# Work instruction:
Locate every line in the records below that contains the word "DRIVE", and copy each one.

# Data extracted from a collection:
----

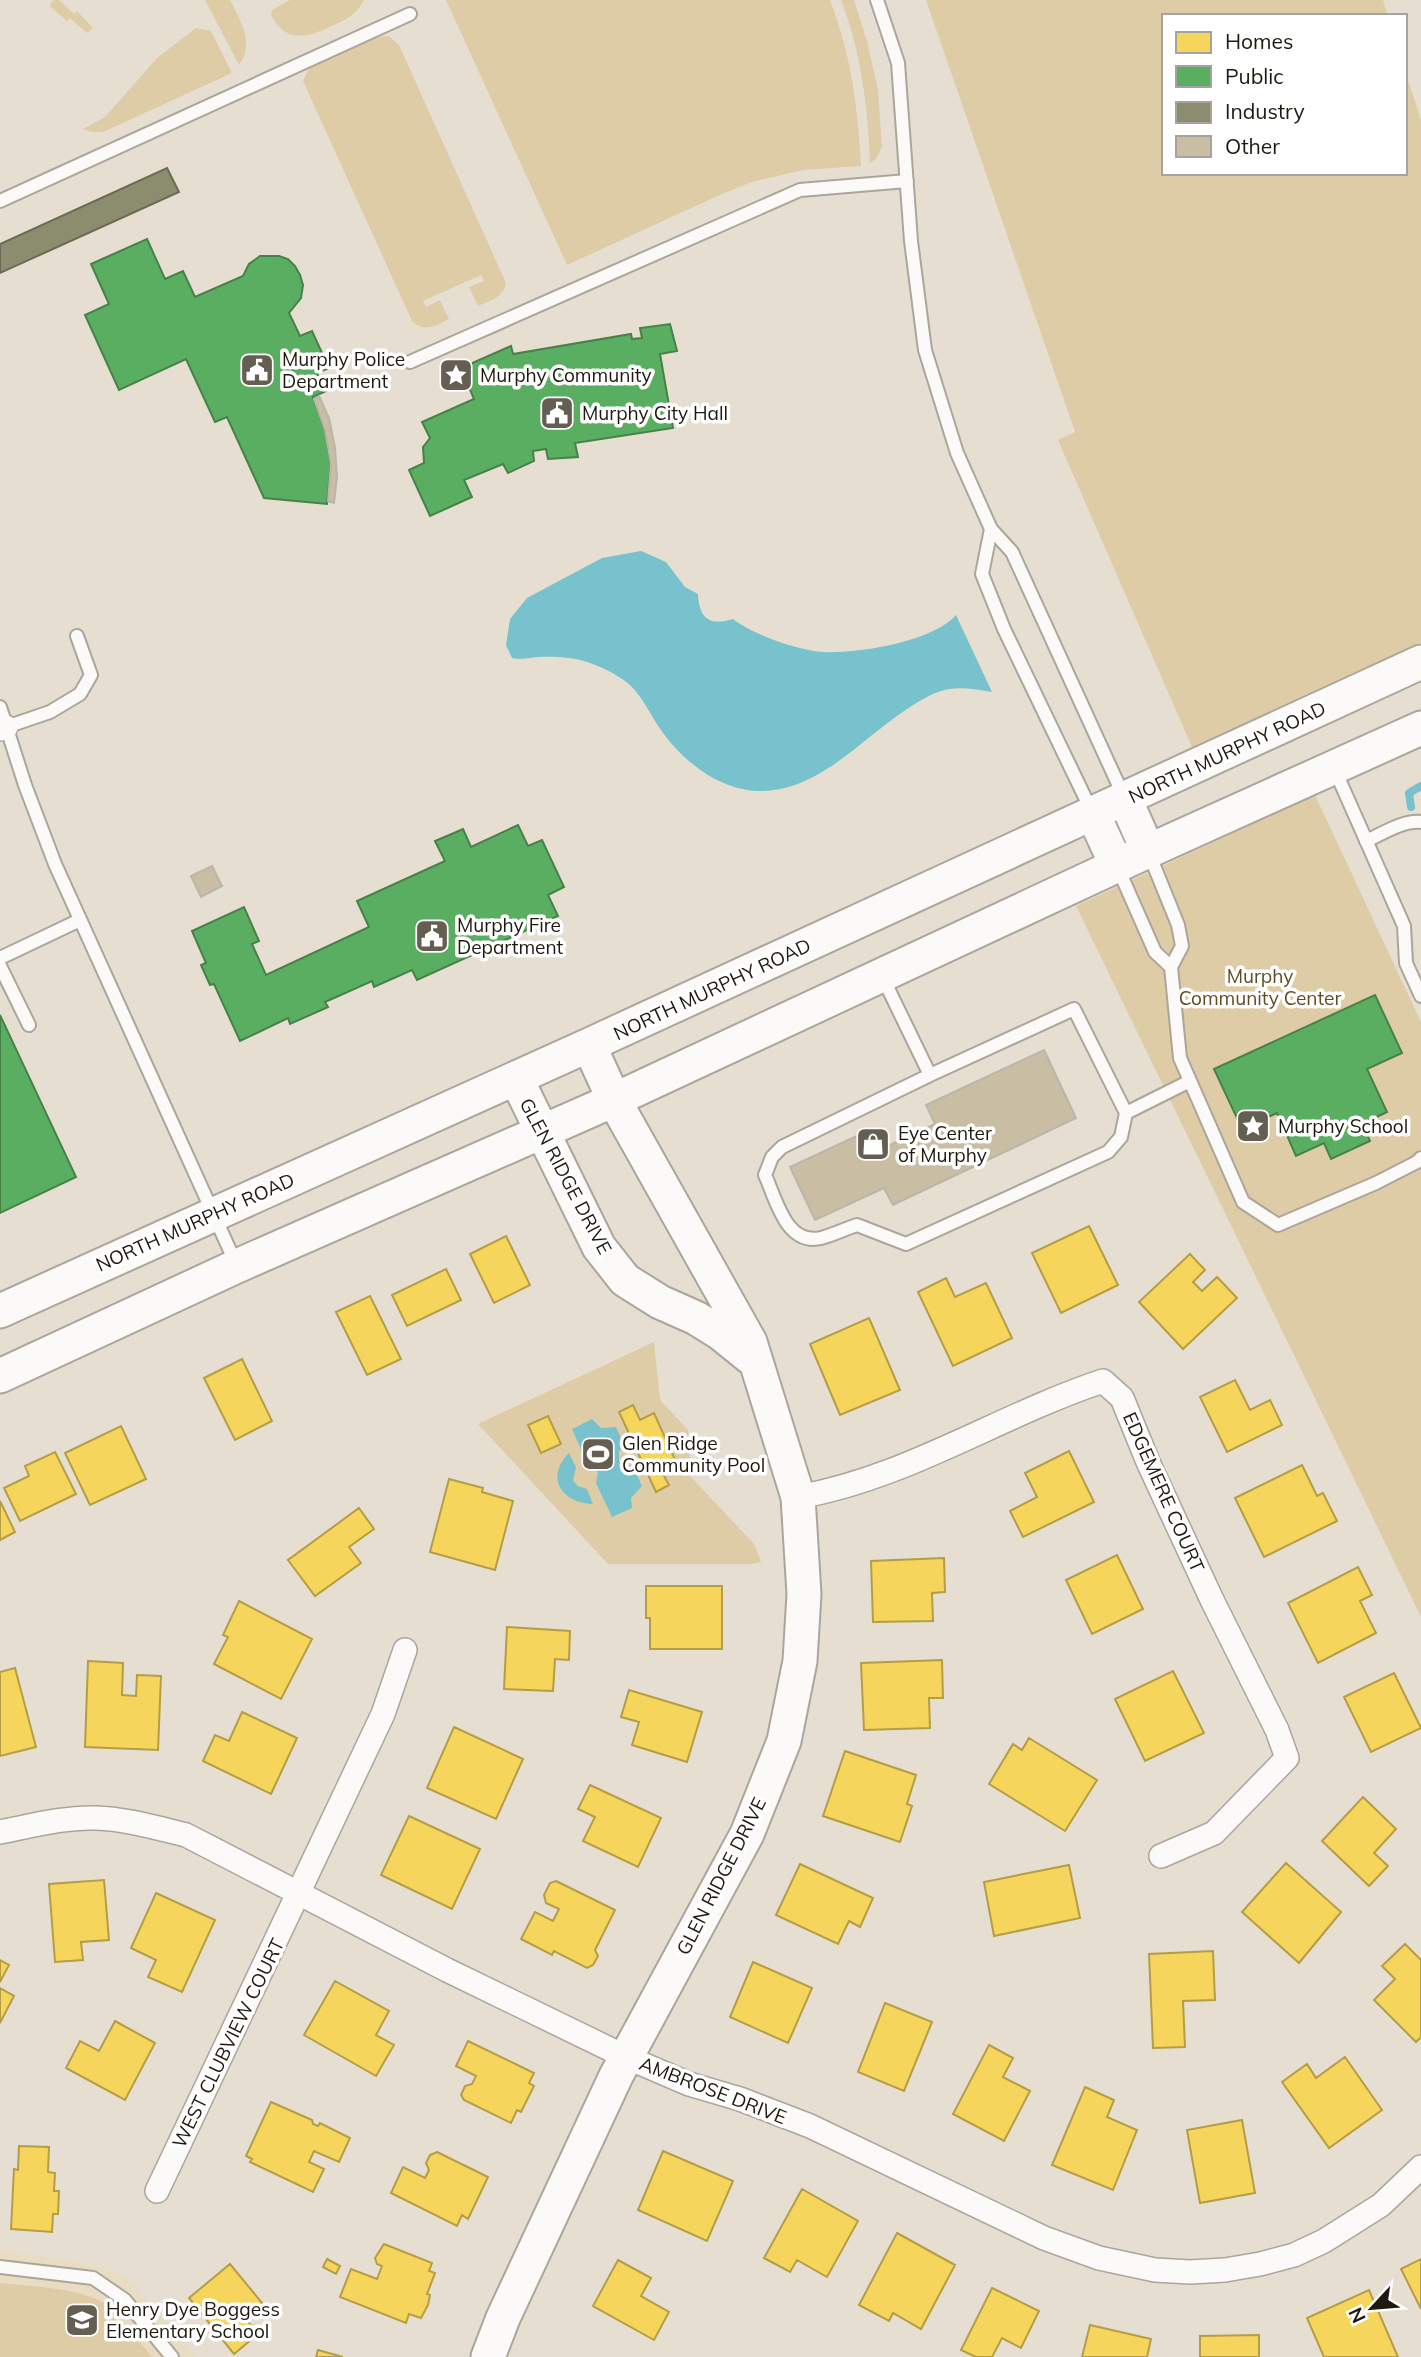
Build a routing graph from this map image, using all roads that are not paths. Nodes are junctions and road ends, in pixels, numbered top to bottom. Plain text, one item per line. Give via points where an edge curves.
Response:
1 (877, 0) edge
2 (410, 14) dead end
3 (907, 181) junction
4 (0, 201) edge
5 (410, 362) dead end
6 (991, 529) junction
7 (77, 636) dead end
8 (1421, 662) edge
9 (2, 721) edge
10 (1421, 728) edge
11 (1334, 768) junction
12 (1125, 799) junction
13 (1093, 814) junction
14 (1421, 822) edge
15 (1366, 841) junction
16 (1149, 851) junction
17 (1117, 866) junction
18 (80, 920) junction
19 (0, 958) edge
20 (0, 966) edge
21 (1171, 967) junction
22 (882, 975) junction
23 (1421, 996) edge
24 (29, 1025) dead end
25 (589, 1045) junction
26 (930, 1075) junction
27 (516, 1078) junction
28 (1190, 1081) junction
29 (614, 1100) junction
30 (1126, 1112) junction
31 (541, 1133) junction
32 (1421, 1158) edge
33 (212, 1214) junction
34 (237, 1266) junction
35 (0, 1311) edge
36 (758, 1364) junction
37 (0, 1376) edge
38 (798, 1497) junction
39 (405, 1650) dead end
40 (0, 1832) edge
41 (1161, 1856) dead end
42 (299, 1895) junction
43 (626, 2057) junction
44 (1421, 2167) edge
45 (157, 2191) dead end
46 (0, 2267) edge
47 (172, 2357) edge
48 (488, 2357) edge

1 - 3 lane via 898,63
2 - 4 lane
3 - 5 lane via 800,190
3 - 6 lane via 925,350 957,453
6 - 12 lane via 1013,552
6 - 13 lane via 982,574
7 - 9 lane via 91,675 80,694 50,712
8 - 12 main road, NORTH MURPHY ROAD
9 - 18 lane
10 - 11 main road
11 - 15 lane
11 - 16 main road
12 - 13 main road, NORTH MURPHY ROAD
12 - 16 main road
13 - 17 main road
13 - 25 main road, NORTH MURPHY ROAD
14 - 15 lane
15 - 23 lane via 1404,926 1406,963
16 - 17 main road
16 - 21 lane via 1182,946
17 - 21 lane via 1155,952
17 - 22 main road
18 - 19 lane
18 - 33 lane
20 - 24 lane
21 - 28 lane via 1180,1058
22 - 26 lane
22 - 29 main road
25 - 27 main road, NORTH MURPHY ROAD
25 - 29 main road, GLEN RIDGE DRIVE
26 - 30 lane via 1074,1009
26 - 30 lane via 782,1147 772,1157 765,1175 789,1227 802,1238 819,1239 857,1225 906,1244 1108,1152 1121,1137
27 - 31 main road, GLEN RIDGE DRIVE
27 - 33 main road, NORTH MURPHY ROAD
28 - 30 lane
28 - 32 lane via 1243,1202 1278,1225 1376,1183
29 - 31 main road
29 - 36 main road, GLEN RIDGE DRIVE via 750,1342
31 - 34 main road
31 - 36 main road, GLEN RIDGE DRIVE via 599,1247 625,1280 720,1333
33 - 34 lane
33 - 35 main road, NORTH MURPHY ROAD
34 - 37 main road
36 - 38 main road, GLEN RIDGE DRIVE
38 - 41 street, EDGEMERE COURT via 891,1472 1103,1381 1122,1398 1287,1758 1214,1833
38 - 43 main road, GLEN RIDGE DRIVE via 804,1594 800,1661 784,1741 747,1834
39 - 42 street, WEST CLUBVIEW COURT via 383,1714
40 - 42 street, AMBROSE DRIVE via 95,1818 141,1824 186,1835
42 - 43 street, AMBROSE DRIVE
42 - 45 street, WEST CLUBVIEW COURT
43 - 44 street, AMBROSE DRIVE via 810,2126 1044,2238 1098,2258 1155,2270 1224,2270 1294,2255 1381,2205
43 - 48 main road, GLEN RIDGE DRIVE
46 - 47 lane via 93,2278 125,2300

----

# Result of the task:
25 - 29 main road, GLEN RIDGE DRIVE
27 - 31 main road, GLEN RIDGE DRIVE
29 - 36 main road, GLEN RIDGE DRIVE via 750,1342
31 - 36 main road, GLEN RIDGE DRIVE via 599,1247 625,1280 720,1333
36 - 38 main road, GLEN RIDGE DRIVE
38 - 43 main road, GLEN RIDGE DRIVE via 804,1594 800,1661 784,1741 747,1834
40 - 42 street, AMBROSE DRIVE via 95,1818 141,1824 186,1835
42 - 43 street, AMBROSE DRIVE
43 - 44 street, AMBROSE DRIVE via 810,2126 1044,2238 1098,2258 1155,2270 1224,2270 1294,2255 1381,2205
43 - 48 main road, GLEN RIDGE DRIVE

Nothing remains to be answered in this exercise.